今回のインシデントは、公的機関のデジタル化推進における新たなリスクを示唆しています。システムのリプレースという近代化プロセスそのものが攻撃対象となり得る時代において、委託先管理の重要性が一層高まっています。組織のサイバーセキュリティは「最も弱いベンダーと同じ強度しか持たない」という原則が、改めて証明された事案といえるでしょう。
【用語解説】
サプライチェーン攻撃
直接の標的組織を攻撃するのではなく、その取引先や委託先企業など、セキュリティ対策が相対的に脆弱な組織を経由して本来の標的に侵入するサイバー攻撃手法である。攻撃者は信頼関係を悪用し、複数の組織を連鎖的に侵害することで最終目標に到達する。
開発環境
本番環境とは別に、システムやソフトウェアの開発・テストを行うための環境である。本番稼働前の機能検証や不具合修正を行う場所であり、システム構成情報やソースコード、テストデータなどが保管されている。本番環境ほど厳重に監視されないことが多く、攻撃者に狙われやすい。
リプレース
既存のシステムを新しいシステムに置き換えることである。老朽化したシステムの刷新や、新技術への対応、保守コスト削減などを目的として実施される。移行期間中は新旧システムが並行稼働することもあり、セキュリティ管理が複雑化する。
再委託
業務を委託された事業者が、その業務の一部または全部を別の事業者に再度委託することである。多層的な委託構造が形成されると、元の発注者によるセキュリティ管理の監督が届きにくくなり、リスクが増大する。
【参考リンク】
国立国会図書館(外部)
日本の国会に属する唯一の国立図書館。国内で出版されたすべての出版物を収集・保存する納本図書館として機能している。
株式会社インターネットイニシアティブ(IIJ)(外部)
1992年設立の日本初の商用インターネット接続事業者。ネットワーク関連サービスの提供、システムの構築・運用保守を行う。
株式会社ソリューション・ワン(外部)
システム設計・開発から運用・保守まで一貫したトータルソリューションを提供するITプロフェッショナル集団。

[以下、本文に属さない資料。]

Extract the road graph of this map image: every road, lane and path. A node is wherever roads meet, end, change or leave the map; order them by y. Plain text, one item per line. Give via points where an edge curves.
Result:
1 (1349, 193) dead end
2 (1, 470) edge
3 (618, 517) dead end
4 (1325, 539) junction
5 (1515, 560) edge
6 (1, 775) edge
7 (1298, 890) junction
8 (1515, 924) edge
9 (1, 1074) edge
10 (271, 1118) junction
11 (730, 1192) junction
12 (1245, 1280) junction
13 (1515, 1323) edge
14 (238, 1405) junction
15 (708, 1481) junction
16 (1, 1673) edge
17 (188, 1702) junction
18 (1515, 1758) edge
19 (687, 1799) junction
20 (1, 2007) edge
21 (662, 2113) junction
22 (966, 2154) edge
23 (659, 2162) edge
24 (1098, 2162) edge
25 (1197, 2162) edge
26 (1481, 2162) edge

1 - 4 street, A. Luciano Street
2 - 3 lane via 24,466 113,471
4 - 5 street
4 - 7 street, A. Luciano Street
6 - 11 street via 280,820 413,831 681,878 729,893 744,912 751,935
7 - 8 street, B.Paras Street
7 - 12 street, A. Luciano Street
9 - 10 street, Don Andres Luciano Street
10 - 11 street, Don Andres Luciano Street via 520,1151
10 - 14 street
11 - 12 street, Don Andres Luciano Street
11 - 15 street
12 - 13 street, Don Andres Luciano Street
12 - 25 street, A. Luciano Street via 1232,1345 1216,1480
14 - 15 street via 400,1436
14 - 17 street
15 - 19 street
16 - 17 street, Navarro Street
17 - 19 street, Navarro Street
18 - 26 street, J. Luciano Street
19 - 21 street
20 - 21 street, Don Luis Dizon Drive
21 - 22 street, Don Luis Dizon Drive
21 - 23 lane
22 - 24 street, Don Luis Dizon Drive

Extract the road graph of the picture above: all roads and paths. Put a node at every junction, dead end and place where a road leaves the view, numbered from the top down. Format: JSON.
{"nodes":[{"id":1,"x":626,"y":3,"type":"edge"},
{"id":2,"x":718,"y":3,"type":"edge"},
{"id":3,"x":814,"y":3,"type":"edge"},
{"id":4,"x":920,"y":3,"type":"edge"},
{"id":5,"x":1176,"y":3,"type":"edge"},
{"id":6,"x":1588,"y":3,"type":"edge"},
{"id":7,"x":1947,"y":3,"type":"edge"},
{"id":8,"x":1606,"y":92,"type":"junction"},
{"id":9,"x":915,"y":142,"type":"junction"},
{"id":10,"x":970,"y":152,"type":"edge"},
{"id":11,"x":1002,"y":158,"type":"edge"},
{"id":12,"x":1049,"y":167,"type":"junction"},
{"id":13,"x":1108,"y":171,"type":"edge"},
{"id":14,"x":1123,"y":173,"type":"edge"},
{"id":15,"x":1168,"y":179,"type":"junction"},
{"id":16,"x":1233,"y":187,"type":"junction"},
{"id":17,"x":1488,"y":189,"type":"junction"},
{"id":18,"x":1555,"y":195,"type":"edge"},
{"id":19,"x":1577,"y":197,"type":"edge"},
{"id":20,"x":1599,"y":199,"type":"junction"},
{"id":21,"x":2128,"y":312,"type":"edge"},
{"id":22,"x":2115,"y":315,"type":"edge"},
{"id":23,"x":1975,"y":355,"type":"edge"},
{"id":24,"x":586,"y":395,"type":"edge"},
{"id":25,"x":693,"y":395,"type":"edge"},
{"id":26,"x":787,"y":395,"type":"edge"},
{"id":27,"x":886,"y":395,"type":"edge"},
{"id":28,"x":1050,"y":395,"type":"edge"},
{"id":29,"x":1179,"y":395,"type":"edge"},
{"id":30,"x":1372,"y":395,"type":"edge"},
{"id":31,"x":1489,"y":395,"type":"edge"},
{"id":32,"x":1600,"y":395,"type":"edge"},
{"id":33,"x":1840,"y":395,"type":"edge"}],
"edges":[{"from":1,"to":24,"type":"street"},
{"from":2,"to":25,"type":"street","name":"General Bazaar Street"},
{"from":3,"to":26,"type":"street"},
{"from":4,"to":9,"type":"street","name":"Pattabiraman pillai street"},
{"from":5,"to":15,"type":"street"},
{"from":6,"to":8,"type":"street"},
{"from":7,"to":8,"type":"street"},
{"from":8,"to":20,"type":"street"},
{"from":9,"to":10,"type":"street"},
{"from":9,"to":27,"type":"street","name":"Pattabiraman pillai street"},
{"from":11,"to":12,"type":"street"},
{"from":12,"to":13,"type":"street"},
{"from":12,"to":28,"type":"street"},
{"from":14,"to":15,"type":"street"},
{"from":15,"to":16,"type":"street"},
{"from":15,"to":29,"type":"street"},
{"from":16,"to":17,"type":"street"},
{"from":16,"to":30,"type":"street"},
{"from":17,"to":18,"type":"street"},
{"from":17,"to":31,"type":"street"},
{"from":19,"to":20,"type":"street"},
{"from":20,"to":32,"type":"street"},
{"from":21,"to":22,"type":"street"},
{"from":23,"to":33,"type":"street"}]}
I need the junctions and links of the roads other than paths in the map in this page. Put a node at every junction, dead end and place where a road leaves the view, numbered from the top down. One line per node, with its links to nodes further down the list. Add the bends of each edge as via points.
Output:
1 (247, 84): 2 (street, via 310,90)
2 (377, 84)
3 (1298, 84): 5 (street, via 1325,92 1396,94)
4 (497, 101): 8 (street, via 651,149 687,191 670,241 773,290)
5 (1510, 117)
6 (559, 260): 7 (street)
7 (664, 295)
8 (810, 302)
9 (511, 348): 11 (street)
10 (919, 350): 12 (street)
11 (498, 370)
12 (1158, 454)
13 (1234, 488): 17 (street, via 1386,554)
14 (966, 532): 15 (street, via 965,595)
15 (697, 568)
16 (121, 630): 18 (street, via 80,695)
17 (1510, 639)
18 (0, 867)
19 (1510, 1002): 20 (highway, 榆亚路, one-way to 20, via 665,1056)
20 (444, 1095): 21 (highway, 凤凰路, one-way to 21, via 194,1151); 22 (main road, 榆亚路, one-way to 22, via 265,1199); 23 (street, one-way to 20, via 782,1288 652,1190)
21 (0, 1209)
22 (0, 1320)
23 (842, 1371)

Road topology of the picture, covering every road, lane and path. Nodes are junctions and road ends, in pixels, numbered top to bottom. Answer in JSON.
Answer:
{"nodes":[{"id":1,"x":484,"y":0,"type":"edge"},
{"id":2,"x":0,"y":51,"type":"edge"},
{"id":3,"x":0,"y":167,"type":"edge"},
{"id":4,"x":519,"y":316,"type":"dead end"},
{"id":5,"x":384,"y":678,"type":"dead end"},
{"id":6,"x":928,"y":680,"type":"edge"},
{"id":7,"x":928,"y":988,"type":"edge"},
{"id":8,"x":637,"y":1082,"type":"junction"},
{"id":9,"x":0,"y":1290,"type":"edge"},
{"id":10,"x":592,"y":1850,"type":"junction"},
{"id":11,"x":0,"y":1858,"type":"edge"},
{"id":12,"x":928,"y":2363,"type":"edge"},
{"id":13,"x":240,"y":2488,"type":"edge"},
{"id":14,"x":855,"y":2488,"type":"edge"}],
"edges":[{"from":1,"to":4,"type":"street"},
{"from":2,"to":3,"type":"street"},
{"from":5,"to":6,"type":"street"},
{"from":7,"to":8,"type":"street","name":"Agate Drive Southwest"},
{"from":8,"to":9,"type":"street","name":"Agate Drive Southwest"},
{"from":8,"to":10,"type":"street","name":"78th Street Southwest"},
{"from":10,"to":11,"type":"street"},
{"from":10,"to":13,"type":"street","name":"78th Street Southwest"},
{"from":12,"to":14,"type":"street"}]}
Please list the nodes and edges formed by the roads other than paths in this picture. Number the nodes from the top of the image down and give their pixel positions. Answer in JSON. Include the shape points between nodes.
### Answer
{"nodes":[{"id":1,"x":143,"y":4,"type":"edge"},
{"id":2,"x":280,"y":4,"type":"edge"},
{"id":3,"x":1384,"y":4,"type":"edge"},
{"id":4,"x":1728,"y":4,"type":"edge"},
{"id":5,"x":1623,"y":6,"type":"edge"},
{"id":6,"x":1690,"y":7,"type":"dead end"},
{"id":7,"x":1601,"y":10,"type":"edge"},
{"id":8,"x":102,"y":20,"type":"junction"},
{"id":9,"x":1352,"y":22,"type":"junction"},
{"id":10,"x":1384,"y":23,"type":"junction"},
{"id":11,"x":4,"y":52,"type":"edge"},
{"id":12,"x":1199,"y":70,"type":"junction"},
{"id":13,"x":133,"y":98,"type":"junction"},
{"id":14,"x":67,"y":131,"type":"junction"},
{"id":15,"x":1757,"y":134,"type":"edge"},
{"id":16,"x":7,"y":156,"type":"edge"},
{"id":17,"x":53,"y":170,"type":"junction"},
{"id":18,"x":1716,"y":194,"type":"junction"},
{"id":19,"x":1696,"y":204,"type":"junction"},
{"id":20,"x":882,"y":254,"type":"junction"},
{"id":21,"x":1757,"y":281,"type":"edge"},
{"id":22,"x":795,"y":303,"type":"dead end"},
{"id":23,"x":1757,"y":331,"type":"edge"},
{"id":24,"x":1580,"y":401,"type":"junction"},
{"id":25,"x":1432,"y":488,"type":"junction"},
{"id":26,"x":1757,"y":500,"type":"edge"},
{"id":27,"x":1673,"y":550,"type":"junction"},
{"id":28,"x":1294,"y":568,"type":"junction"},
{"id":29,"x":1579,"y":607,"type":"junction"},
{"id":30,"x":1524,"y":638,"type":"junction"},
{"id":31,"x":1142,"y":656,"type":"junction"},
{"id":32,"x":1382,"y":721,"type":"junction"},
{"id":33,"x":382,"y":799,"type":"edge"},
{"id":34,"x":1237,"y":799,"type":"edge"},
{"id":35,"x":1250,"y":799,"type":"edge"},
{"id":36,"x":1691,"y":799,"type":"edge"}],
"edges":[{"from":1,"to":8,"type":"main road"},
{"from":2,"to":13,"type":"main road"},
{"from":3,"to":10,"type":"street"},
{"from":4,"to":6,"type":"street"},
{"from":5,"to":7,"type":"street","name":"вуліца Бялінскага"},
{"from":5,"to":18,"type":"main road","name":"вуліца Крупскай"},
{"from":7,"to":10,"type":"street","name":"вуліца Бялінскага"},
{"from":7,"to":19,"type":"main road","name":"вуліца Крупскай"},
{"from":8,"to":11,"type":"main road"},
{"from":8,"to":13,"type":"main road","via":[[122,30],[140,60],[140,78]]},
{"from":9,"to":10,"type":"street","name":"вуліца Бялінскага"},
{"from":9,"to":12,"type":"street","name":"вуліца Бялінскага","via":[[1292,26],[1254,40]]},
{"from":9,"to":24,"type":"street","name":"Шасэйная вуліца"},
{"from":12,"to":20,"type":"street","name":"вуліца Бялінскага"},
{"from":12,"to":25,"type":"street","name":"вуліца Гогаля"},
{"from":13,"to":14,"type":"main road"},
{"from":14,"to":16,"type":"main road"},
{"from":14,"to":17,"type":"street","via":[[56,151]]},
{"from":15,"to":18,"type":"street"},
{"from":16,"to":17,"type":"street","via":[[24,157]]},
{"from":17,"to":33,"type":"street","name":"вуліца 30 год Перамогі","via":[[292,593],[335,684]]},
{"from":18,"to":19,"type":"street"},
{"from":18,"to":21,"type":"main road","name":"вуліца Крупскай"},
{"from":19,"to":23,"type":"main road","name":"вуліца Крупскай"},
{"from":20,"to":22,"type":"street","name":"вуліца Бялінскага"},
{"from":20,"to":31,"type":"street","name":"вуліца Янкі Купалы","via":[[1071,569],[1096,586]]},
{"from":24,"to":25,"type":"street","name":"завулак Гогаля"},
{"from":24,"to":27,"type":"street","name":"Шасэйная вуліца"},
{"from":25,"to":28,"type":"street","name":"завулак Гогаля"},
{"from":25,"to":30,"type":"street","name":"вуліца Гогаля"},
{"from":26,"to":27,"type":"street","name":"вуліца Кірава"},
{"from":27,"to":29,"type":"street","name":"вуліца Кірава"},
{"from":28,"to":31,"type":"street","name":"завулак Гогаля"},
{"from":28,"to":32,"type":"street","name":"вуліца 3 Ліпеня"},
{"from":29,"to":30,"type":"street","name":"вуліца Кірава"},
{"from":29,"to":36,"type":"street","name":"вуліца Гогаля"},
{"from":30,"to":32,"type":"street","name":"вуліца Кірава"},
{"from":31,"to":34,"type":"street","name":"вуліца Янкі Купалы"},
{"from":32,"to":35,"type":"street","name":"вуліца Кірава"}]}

国立国会図書館オンライン(NDL ONLINE)(外部)
2018年1月5日開始の所蔵資料検索・申込システム。蔵書検索、複写依頼、デジタルコレクション閲覧が可能。
【参考記事】
Supply Chain Attack Statistics 2025: Costs, Cases, Defenses(外部)
2025年のサプライチェーン攻撃に関する統計データと防御策を包括的に分析した記事。
Ransomware Attacks: 2025 Threats Targeting Supply Chains(外部)
2025年におけるランサムウェア攻撃がサプライチェーンを標的にしている脅威動向を分析。
【編集部後記】
今回のような事案を「対岸の火事」と思っていませんか。実は私たちの誰もが、気づかないうちにサプライチェーンの一部になっています。取引先から届くメールの添付ファイル、毎日使っているクラウドサービス、外部ベンダーに委託している業務——これらすべてが潜在的な侵入経路になり得ます。
自社のセキュリティがどれほど強固でも、委託先の脆弱性が突破口になってしまう現実を、この事案は突きつけています。皆さんの組織では、委託先のセキュリティ体制を定期的にチェックしていますか。「信頼しているから大丈夫」という思い込みこそが、最大のリスクかもしれません。